About this concert
Pianist Kirill Gerstein can do it all, having already demonstrated as much with the Concertgebouw Orchestra in works by Rachmaninoff – the Piano Concerto No. 2 and the Rhapsody on a Theme of Paganini – as well as Liszt, Richard Strauss, Shostakovich and Adès. Now he tackles the Mount Everest of piano concertos – Rachmaninoff’s Third. Rachmaninoff’s characteristic melancholy always culminates in exuberant finales. The Piano Concerto No. 3 is an uncontested high point of his œuvre: it is not only a virtuoso work, but also a compelling dialogue between piano and orchestra. And the more you hear it, the more it reveals. This also applies to Anna Clyne’s turbulent Fractured Time, the second work on the orchestra’s repertoire by this successful and fascinating composer.

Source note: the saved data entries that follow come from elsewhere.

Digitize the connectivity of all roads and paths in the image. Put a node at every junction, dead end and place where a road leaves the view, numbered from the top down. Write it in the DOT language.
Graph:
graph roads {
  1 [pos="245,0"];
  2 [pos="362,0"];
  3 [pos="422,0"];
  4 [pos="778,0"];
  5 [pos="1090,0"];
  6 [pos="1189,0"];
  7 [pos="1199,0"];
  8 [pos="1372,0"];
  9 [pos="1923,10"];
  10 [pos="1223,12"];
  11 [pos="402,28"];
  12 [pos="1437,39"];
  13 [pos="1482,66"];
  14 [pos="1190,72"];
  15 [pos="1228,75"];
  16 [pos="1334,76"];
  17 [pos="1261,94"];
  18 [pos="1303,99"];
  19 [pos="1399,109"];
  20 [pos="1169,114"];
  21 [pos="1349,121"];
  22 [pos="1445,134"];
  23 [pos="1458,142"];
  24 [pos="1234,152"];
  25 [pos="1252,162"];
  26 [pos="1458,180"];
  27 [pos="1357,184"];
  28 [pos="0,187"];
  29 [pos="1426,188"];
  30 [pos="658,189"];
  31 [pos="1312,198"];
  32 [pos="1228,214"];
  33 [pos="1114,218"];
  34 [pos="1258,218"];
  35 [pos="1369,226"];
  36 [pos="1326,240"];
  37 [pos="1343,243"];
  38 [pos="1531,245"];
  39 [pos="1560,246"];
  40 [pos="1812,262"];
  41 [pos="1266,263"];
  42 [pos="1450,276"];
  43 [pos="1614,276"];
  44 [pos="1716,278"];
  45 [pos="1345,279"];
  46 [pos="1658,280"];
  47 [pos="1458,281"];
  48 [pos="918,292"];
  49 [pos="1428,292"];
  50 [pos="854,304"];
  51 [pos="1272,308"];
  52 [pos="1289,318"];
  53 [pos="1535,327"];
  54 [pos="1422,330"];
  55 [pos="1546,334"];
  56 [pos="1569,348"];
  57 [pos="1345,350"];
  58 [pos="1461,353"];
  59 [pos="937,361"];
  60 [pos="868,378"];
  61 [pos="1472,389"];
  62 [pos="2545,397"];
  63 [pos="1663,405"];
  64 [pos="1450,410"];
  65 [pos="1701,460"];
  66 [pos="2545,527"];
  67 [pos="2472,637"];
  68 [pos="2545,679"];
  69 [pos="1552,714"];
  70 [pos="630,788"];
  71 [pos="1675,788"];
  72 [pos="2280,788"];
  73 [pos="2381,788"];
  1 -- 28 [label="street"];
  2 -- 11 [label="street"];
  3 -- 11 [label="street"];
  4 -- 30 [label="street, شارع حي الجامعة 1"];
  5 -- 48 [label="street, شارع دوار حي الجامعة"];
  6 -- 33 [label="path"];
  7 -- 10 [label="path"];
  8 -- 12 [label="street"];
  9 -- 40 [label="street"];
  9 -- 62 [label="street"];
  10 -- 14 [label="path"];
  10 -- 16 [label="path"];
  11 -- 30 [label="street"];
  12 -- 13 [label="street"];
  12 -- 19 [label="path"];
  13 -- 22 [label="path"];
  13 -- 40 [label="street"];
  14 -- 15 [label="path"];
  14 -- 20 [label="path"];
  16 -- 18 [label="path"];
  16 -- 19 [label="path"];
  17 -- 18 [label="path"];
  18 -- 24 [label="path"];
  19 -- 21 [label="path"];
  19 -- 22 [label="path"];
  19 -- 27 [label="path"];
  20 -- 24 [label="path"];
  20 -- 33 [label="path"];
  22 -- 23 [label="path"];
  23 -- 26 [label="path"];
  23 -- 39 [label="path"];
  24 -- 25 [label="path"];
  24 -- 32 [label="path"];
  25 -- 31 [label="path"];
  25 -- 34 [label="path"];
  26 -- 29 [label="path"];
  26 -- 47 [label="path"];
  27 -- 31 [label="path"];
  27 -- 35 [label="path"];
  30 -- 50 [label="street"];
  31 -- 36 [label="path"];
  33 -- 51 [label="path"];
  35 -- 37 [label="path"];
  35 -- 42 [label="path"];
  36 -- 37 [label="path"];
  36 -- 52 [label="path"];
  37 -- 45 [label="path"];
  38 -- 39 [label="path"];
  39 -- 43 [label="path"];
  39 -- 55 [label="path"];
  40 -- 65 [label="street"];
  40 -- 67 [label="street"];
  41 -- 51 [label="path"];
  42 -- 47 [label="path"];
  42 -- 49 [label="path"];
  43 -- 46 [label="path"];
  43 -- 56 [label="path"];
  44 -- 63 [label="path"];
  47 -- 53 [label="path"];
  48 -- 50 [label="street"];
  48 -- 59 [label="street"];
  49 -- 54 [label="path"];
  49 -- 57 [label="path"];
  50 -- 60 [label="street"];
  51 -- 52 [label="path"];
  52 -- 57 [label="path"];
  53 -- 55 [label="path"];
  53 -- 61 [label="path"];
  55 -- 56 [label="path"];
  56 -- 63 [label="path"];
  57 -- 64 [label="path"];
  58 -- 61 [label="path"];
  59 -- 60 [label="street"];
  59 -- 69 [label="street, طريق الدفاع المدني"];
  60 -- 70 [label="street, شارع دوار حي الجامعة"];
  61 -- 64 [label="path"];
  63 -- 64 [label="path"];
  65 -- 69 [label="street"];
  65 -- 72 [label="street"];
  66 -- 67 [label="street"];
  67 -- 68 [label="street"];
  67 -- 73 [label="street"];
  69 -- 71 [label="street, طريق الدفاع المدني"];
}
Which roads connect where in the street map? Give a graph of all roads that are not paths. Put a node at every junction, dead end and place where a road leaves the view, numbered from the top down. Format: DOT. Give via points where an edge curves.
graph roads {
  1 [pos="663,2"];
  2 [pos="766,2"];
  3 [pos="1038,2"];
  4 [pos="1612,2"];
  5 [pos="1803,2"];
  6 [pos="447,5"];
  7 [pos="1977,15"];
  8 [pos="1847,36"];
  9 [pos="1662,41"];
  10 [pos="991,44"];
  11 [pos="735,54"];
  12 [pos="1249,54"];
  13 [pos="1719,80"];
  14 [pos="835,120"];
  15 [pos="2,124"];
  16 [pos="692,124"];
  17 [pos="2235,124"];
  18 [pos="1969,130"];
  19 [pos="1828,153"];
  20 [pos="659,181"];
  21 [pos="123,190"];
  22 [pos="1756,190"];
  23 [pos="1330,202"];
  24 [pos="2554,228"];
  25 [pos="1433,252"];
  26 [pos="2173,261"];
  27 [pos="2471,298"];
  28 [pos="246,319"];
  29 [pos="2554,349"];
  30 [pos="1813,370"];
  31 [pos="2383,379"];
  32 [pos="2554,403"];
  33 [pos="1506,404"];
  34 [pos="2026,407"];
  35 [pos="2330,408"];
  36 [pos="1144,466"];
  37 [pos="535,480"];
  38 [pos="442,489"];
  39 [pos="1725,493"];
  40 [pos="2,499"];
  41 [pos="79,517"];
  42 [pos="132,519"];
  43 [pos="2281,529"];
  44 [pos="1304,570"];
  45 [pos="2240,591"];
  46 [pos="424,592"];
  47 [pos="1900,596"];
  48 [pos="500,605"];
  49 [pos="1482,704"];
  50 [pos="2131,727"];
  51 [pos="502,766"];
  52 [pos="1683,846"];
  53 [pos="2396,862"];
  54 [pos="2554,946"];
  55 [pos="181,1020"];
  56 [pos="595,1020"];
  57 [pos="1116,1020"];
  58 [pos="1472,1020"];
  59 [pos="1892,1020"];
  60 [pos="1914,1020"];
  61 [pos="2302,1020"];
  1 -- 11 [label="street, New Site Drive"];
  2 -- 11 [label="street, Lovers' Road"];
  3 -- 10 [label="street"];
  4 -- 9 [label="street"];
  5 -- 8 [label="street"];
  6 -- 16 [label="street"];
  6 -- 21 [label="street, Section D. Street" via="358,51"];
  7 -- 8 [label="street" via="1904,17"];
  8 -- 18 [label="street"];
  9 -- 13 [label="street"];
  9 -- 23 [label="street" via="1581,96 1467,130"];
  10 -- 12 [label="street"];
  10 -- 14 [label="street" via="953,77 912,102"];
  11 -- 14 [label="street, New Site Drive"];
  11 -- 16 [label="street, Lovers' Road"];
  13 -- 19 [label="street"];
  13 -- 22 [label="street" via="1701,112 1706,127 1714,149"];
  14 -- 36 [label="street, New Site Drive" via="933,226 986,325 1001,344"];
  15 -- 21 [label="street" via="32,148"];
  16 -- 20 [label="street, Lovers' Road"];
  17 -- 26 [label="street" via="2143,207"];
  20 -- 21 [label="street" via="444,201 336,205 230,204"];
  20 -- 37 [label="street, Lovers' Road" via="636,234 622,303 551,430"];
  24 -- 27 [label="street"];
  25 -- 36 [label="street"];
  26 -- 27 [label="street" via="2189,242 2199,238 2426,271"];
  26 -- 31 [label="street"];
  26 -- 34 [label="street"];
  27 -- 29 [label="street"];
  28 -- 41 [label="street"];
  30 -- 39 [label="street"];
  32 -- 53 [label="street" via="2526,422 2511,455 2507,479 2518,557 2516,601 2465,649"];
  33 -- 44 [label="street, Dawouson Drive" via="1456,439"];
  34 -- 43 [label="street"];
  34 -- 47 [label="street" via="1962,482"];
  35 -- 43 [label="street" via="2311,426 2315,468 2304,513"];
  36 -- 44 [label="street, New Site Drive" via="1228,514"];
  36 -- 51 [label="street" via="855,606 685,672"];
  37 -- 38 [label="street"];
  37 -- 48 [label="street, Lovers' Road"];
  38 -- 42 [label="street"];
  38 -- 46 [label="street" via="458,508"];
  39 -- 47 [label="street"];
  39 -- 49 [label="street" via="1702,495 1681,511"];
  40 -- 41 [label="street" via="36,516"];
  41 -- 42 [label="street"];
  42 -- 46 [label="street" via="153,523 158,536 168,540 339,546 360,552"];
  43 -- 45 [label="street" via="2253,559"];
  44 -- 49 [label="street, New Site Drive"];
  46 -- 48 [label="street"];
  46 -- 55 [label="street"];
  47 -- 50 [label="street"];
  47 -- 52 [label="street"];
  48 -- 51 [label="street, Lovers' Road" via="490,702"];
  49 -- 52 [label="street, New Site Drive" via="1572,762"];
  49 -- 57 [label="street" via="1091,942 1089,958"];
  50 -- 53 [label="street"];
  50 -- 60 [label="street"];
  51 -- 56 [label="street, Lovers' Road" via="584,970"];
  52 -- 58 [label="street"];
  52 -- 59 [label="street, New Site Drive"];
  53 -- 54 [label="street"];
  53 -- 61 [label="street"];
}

And speaking of exuberant finales – the orchestra is performing Jean Sibelius’s Symphony No. 5 after the interval. This well-loved symphony is sombre in character, the composer having suffered from deep depression. But during the compositional process, the sun gradually broke through, and the music culminates in a radiant and sublime ending. Sibelius’s symphonies fit Santtu-Matias Rouvali like a glove, and he has been a welcome guest with the Concertgebouw Orchestra since his first appearance in 2020. Like a passionate sculptor, the Finnish conductor moulds the orchestra in changeable shapes and colours – just what Sibelius’s epic music calls for.
Rachmaninoff’s characteristic melancholy always culminates in exuberant finales.